Department of Orthodontics, Applied Life Sciences, Hiroshima University Institute of Biomedical and Health Sciences.
J Craniofac Surg. 2023 Oct 1;34(7):1966-1970. doi: 10.1097/SCS.0000000000009479. Epub 2023 Jun 20.
The objective of this study was to determine the tongue-palatal contact changes in patients with skeletal maxillary protrusion after sagittal split ramus osteotomy (SSRO) during swallowing. In this study, 15 patients with maxillary protrusion and 10 normal subjects participated. Before and 3 months after surgery, tongue-palatal contact patterns during swallowing of patients with maxillary protrusion as well as controls were evaluated by electropalatography. The electrode contact number in the alveolar, palatal, and velar parts was examined. The swallowing duration of each phase was also evaluated. In the lateral area of the velar part, incomplete electrode contact was shown at 0.3 seconds in patients with maxillary protrusion. The electrode contact number in the velar part at 0.3 seconds before tongue-palatal complete contact was significantly less in the preoperative patients compared with the controls ( P < 0.05). A small increase in the electrode contact number of the velar part was shown in the postoperative patients at 0.3 and 0.2 seconds before tongue-palatal complete contact ( P < 0.05). The pharyngeal phase duration was significantly larger in the patients with maxillary protrusion before SSRO compared with the controls ( P < 0.05). After SSRO, the pharyngeal phase duration was significantly shortened. It was shown that the tongue-palatal contact pattern during swallowing in patients with maxillary protrusion improved after orthognathic surgery, and the pharyngeal phase duration was also shortened. It is suggested that the changes in the mesiodistal mandibular position by orthognathic surgery can improve tongue posture and movement during swallowing.

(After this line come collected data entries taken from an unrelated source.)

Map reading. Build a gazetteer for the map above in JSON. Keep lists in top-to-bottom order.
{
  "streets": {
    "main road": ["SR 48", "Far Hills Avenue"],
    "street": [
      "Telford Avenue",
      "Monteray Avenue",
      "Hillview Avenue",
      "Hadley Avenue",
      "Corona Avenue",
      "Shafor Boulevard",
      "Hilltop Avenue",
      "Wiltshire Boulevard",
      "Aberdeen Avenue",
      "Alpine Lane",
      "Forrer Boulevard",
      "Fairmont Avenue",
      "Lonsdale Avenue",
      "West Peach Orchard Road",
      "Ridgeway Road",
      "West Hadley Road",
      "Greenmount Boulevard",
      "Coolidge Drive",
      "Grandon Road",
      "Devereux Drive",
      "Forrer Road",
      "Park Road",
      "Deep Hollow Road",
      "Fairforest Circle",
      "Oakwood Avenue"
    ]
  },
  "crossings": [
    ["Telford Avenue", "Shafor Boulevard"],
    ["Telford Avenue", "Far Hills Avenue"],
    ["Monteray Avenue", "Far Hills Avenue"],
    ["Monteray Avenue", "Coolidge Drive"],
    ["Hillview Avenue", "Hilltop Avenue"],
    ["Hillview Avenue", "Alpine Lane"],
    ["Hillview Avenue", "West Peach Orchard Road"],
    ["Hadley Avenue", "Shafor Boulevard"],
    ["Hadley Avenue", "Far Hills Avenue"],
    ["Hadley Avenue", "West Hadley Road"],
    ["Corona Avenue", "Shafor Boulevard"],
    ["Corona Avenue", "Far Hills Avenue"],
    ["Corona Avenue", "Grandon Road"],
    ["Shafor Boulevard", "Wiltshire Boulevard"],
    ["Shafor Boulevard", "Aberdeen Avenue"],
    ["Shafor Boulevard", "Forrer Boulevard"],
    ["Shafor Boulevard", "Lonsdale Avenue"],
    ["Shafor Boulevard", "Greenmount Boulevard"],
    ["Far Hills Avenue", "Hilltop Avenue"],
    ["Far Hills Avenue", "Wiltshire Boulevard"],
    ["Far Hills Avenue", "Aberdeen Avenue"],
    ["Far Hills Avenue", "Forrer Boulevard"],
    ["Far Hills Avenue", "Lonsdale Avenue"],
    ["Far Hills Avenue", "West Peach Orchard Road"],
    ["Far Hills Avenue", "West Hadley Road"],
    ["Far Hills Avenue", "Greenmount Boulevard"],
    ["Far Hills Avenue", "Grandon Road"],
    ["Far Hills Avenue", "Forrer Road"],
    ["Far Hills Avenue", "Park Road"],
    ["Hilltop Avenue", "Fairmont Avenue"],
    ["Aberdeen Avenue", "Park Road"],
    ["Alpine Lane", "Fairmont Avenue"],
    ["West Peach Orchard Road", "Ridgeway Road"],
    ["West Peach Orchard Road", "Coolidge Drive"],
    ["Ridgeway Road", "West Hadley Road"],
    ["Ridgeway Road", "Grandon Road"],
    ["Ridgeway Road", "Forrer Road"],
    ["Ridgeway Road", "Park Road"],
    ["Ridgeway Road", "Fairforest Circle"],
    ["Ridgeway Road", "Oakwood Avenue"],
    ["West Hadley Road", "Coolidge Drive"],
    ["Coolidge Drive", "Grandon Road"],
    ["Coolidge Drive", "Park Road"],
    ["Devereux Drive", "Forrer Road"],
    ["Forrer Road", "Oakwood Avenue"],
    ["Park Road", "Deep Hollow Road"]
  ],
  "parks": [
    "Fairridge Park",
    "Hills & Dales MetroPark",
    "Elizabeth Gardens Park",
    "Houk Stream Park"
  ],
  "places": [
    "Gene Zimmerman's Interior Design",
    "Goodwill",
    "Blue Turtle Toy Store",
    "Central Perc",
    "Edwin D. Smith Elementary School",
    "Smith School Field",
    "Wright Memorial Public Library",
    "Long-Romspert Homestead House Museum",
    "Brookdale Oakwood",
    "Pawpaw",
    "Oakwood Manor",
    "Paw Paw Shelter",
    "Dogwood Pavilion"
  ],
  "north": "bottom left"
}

本研究旨在探讨上颌前突患者接受矢状劈开下颌骨截骨术(SSRO)后吞咽时舌腭接触的变化。本研究纳入了 15 例上颌前突患者和 10 例正常对照者。在手术前后,采用电腭图评估上颌前突患者及对照组吞咽时的舌腭接触模式。检查了牙槽、腭和软腭部分的电极接触数。还评估了每个吞咽阶段的持续时间。在上部软腭部分的侧区,上颌前突患者在 0.3 秒时显示不完全电极接触。在舌腭完全接触前的 0.3 秒时,术前患者的软腭部分电极接触数明显少于对照组(P<0.05)。术后患者在舌腭完全接触前的 0.3 和 0.2 秒时,软腭部分的电极接触数略有增加(P<0.05)。与对照组相比,SSRO 前上颌前突患者的咽期持续时间明显更长(P<0.05)。SSRO 后,咽期持续时间明显缩短。结果表明,上颌前突患者经正颌手术后吞咽时的舌腭接触模式得到改善,咽期持续时间也缩短。提示正颌手术改变了下颌的近远中位置,从而改善了吞咽时的舌位和运动。